ABOUT THIS EXERCISE: Search the listing below for the word "nodes" and copy each line where it appears.

___ DATA SHOWN ___

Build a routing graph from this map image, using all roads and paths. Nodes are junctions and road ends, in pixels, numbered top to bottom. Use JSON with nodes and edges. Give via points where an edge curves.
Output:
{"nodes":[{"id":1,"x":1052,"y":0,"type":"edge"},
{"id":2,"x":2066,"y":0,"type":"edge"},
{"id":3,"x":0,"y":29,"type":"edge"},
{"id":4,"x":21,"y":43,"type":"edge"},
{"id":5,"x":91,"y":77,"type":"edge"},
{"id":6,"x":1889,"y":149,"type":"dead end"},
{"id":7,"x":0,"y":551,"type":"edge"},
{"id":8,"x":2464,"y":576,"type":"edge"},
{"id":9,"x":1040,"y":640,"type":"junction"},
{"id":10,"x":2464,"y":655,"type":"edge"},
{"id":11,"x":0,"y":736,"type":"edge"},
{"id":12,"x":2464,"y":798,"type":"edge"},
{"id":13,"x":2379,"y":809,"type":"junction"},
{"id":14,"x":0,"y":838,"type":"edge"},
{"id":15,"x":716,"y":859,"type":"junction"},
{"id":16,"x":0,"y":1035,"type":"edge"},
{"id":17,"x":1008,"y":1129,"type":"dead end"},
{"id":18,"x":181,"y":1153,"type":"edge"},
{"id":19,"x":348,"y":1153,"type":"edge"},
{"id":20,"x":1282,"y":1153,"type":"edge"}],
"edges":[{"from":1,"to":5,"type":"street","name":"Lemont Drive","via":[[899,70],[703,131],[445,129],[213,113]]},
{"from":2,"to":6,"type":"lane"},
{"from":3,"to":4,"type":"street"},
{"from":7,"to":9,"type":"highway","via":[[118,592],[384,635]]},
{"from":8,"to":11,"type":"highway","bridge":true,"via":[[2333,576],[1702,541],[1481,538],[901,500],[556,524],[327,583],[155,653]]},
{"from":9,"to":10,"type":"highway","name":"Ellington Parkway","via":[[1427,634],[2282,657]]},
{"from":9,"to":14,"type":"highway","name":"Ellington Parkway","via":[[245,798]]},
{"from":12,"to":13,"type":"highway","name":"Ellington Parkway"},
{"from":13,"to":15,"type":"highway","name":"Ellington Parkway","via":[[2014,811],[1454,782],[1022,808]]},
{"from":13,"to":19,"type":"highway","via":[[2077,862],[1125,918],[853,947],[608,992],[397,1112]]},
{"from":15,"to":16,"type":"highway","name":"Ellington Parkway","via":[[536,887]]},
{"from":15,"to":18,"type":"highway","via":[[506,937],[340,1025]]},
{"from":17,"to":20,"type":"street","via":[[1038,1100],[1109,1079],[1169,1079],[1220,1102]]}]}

___

ANSWER:
Build a routing graph from this map image, using all roads and paths. Nodes are junctions and road ends, in pixels, numbered top to bottom. Use JSON with nodes and edges. Give via points where an edge curves.
{"nodes":[{"id":1,"x":1052,"y":0,"type":"edge"},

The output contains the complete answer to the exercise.